Procon-MS multou 87% de postos fiscalizados durante a greve dos caminhoneiros

Lúcio Borges

De 24 postos de combustível fiscalizados, 21 foram autuados pelo Procon-MS em Campo Grande, durante os dias de mais de uma semana de greve dos caminhoneiros pelo Brasil. Este é um dos resultados apresentados em ação de fiscalização do órgão de defesa do consumidor, que teve que ir a campo e agir após receber inúmeras denuncias de abuso de preços praticados pelos comerciantes no reajuste do valor dos combustíveis. A gasolina e até o álcool, que poderiam e faltaram com o desabastecimento causado pela paralisação, foi alvo de ‘loucura’ de procura e compra pelos consumidores, que viram, mas acabaram comprando com preços reajustados em grande alta, por produtos que já estavam nas bombas.

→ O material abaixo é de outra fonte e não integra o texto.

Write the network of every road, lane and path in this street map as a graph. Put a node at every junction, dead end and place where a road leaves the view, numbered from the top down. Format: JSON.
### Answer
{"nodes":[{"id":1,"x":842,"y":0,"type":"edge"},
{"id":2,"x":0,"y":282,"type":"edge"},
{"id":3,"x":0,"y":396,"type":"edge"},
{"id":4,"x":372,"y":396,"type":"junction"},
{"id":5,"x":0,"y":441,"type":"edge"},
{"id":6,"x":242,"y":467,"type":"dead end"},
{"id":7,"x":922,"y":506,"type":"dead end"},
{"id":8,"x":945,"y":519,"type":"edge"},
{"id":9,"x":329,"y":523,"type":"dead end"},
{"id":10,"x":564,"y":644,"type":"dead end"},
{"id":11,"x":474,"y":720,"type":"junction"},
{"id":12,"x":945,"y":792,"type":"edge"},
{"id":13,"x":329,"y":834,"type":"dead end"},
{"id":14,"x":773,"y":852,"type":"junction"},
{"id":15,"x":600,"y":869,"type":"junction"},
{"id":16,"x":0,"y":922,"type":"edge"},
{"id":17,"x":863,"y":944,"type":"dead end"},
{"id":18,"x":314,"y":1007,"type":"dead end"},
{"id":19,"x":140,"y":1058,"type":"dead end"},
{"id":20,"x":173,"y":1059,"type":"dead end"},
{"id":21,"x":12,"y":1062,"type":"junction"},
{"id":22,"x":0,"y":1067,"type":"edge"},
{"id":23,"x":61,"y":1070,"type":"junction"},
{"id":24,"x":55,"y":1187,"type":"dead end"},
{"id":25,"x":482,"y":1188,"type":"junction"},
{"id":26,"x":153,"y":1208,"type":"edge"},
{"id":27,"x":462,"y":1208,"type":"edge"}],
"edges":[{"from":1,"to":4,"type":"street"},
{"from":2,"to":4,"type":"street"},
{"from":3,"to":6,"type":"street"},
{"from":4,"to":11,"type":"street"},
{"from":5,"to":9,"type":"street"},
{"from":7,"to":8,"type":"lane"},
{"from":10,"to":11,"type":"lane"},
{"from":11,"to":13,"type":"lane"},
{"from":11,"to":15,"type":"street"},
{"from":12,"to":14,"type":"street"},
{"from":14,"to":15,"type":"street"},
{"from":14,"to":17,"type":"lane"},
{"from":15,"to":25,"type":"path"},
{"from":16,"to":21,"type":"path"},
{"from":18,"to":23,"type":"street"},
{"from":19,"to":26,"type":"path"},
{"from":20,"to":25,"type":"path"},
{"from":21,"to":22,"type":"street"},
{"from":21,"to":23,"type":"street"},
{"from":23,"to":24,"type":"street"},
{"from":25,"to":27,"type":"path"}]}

Assim, para tentar coibir a prática de preços abusivos, o Procon-MS fez fiscalizações em postos de combustível, supermercados e revendedoras de gás de cozinha em Campo Grande, que também praticaram o abusos. A Capital tem 150 postos, sendo que o Procon chegou a 24 que foram fiscalizados e 21 foram atuados durante a greve. A divulgação das autuações, levou a que outros comércios controlassem os valores, que até aumentaram, mas em um patamar inferior de muitos que abusaram demais, já sem justificativas a ‘olho nu’, bem como não tiveram mesmo como comprovar tal pratica”, explicou o superintendente do Procon, Marcelo Salomão.

Salomão conta que desde o fim da greve, as reclamações feitas por consumidores reduziram consideravelmente, mas que devem continuar, se houver, e mesmo não deixar que sejam praticadas individualmente. “Agora, a missão é garantir que os preços voltem ao normal nas bombas de toda a Capital. E nossa expectativa é essa, que os valores de combustível normalizem ao máximo. Mas, também para que consigamos isso, o consumidor pode ajudar de uma maneira muito simples: comprando mais barato”, explica.

Na próxima semana, o órgão de defesa do consumidor fará uma pesquisa sobre o preço dos combustíveis em postos de Campo Grande. O objetivo é de que o consumidor compre em locais mais baratos e garanta que os valores voltem ao normal. “O consumidor tem a melhor arma na mão, ele pode escolher onde comprar. Nós vamos ajudar com a pesquisa, temos postos que vendem gasolina por R$ 4,04, o consumidor deve prestigiar quem vende mais barato”.

Combustível da cozinha

O gás de cozinha também foi uma preocupação durante os dias de greve dos caminhoneiros. Ao contrário dos postos de combustível e dos supermercados, que já são reabastecidos, as revendedoras de gás de Campo Grande precisam de pelo menos uma semana para normalizar a situação.

Segundo o superintendente do Procon, o órgão continua a receber reclamações sobre preços abusivos nas revendedoras de gás. “Vamos continuar com a fiscalização nas revendedoras, o preço tem que voltar a cair para o que era, cerca de R$ 70. O consumidor deve ficar atento e também não pode comprar de clandestino. O sistema está voltando ao normal, não precisa estocar”, afirma Salomão.

Supermercados

Durante a greve, o Procon fiscalizou 8 supermercados e 6 foram autuados e, na próxima semana, o órgão continua com as fiscalizações. O abastecimento já foi normalizado no Ceasa e os preços devem voltar ao normal até terça-feira (5), mas há uma preocupação quanto à qualidade dos produtos que chegam às gôndolas, principalmente os hortifrutigranjeiros.

“Vamos ficar de olho porque precisamos saber como esse produto vai chegar ao consumidor. Esses caminhões ficaram parados por um bom tempo e pode haver oferta de produtos impróprios para o consumo”, explica Salomão.